** Records supplied **
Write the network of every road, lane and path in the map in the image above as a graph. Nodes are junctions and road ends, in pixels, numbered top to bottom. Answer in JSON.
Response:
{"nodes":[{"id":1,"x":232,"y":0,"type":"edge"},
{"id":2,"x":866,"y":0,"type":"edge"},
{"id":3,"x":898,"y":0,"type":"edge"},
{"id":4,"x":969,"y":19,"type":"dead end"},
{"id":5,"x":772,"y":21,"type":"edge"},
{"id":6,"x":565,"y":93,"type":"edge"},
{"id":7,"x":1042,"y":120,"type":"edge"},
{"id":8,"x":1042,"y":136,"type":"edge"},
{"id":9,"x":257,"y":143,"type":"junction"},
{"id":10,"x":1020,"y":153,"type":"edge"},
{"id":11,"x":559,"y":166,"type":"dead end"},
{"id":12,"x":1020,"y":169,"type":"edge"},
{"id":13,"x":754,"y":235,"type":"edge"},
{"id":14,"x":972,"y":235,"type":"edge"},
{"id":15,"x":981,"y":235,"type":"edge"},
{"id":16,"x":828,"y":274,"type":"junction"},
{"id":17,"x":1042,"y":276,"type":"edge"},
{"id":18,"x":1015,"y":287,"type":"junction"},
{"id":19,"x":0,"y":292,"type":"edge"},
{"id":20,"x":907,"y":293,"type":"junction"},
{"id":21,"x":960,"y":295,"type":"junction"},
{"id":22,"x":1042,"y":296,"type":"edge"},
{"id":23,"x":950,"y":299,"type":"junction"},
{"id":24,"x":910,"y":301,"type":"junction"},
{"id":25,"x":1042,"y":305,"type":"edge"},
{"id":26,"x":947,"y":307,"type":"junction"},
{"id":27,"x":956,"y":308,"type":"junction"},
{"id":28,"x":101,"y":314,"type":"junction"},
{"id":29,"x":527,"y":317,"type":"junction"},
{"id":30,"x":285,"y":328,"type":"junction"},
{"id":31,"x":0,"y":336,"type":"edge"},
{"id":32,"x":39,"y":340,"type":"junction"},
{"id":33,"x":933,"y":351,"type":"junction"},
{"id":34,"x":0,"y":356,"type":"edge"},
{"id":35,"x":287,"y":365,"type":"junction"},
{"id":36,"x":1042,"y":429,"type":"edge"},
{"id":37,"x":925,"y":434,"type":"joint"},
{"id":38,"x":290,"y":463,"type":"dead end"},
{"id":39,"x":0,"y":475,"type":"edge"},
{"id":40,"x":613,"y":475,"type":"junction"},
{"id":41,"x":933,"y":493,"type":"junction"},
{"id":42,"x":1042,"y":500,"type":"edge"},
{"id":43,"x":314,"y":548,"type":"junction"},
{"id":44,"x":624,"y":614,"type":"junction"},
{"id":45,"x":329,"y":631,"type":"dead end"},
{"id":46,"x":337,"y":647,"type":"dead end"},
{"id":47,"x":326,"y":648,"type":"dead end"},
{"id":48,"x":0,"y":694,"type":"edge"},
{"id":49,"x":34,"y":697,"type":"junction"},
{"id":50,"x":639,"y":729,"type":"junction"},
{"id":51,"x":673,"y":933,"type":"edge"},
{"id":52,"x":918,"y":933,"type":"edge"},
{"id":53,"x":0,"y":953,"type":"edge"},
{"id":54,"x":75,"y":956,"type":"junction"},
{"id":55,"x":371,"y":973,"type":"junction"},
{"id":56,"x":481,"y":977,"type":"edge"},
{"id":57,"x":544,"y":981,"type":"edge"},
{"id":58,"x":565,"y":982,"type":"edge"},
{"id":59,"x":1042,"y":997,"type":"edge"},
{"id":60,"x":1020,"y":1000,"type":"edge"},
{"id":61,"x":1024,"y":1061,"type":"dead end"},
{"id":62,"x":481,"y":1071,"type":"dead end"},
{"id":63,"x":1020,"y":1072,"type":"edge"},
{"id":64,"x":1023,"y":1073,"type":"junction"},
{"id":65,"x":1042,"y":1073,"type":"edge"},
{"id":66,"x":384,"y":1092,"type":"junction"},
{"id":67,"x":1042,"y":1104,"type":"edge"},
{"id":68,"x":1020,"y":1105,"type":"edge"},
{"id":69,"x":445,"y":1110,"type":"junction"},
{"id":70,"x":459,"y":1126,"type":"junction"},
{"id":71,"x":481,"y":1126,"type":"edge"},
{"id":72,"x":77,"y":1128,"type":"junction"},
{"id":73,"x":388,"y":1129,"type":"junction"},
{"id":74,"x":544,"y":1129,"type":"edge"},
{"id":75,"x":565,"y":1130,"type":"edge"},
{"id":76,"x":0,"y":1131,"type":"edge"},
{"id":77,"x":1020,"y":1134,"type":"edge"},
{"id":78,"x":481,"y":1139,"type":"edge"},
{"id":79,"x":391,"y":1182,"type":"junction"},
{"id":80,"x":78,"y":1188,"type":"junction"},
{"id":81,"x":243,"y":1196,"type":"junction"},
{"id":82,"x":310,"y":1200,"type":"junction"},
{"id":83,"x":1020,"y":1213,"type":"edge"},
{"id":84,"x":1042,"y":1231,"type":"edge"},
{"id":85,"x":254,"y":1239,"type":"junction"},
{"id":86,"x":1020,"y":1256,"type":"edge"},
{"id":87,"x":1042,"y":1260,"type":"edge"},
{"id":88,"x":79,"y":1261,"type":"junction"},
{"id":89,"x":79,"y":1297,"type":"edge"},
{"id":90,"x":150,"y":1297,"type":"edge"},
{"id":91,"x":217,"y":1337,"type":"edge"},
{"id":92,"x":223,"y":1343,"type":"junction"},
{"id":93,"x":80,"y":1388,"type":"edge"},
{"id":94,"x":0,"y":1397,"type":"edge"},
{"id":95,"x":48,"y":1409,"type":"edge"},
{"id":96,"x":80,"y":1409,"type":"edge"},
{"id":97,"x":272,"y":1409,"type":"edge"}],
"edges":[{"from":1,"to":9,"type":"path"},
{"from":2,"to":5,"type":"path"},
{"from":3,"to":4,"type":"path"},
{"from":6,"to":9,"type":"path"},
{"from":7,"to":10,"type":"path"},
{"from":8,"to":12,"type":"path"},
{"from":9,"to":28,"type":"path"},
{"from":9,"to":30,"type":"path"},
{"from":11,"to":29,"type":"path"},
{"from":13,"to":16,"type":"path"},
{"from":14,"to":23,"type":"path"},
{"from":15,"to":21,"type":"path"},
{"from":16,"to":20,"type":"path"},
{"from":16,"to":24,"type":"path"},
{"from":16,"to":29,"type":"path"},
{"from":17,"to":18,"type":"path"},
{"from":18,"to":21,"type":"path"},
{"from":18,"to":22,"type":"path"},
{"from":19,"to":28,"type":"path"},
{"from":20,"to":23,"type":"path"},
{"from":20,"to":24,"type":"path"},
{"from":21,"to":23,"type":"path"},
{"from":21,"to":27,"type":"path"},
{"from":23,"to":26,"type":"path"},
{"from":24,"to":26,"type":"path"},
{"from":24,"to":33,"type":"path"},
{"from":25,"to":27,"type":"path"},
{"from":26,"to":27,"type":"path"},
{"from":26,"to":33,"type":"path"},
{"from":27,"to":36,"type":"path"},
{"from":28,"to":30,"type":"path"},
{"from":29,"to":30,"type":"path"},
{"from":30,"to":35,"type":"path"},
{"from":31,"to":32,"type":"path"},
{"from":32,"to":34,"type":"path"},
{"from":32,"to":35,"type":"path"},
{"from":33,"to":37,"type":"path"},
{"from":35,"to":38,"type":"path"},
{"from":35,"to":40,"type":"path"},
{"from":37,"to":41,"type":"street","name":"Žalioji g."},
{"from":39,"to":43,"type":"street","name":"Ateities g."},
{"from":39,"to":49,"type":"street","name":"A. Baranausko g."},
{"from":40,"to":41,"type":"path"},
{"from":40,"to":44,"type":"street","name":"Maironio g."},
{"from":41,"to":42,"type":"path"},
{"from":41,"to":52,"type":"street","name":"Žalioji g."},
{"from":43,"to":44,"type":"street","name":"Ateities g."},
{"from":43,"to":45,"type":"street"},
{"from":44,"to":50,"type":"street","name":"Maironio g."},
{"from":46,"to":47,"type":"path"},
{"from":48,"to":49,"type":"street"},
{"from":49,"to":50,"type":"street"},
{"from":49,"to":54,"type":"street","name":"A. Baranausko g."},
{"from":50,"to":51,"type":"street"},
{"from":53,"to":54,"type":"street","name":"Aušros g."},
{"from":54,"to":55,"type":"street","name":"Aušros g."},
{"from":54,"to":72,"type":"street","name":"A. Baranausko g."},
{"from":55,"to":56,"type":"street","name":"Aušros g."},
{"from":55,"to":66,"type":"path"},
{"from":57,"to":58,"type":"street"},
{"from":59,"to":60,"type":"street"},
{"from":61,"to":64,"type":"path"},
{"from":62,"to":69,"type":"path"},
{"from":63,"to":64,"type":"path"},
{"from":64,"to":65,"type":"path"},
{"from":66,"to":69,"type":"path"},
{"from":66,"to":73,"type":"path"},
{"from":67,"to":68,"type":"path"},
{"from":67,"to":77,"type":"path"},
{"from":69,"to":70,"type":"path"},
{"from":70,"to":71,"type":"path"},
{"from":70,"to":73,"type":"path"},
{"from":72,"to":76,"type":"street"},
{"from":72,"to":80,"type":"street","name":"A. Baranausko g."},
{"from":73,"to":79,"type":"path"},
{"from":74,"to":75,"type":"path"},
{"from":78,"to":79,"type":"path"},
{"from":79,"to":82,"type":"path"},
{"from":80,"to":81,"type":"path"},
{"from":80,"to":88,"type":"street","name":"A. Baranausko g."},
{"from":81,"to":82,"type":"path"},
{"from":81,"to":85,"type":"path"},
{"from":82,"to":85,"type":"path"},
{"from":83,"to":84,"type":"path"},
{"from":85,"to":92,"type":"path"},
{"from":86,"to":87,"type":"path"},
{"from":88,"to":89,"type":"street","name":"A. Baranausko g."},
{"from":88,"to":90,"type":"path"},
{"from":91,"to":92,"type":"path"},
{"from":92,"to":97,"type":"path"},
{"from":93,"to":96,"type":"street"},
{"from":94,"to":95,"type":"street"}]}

** Task to complete **
Take the word "Maironio" and find each line of the material that contains it. Copy those lines.

** Expected output **
{"from":40,"to":44,"type":"street","name":"Maironio g."},
{"from":44,"to":50,"type":"street","name":"Maironio g."},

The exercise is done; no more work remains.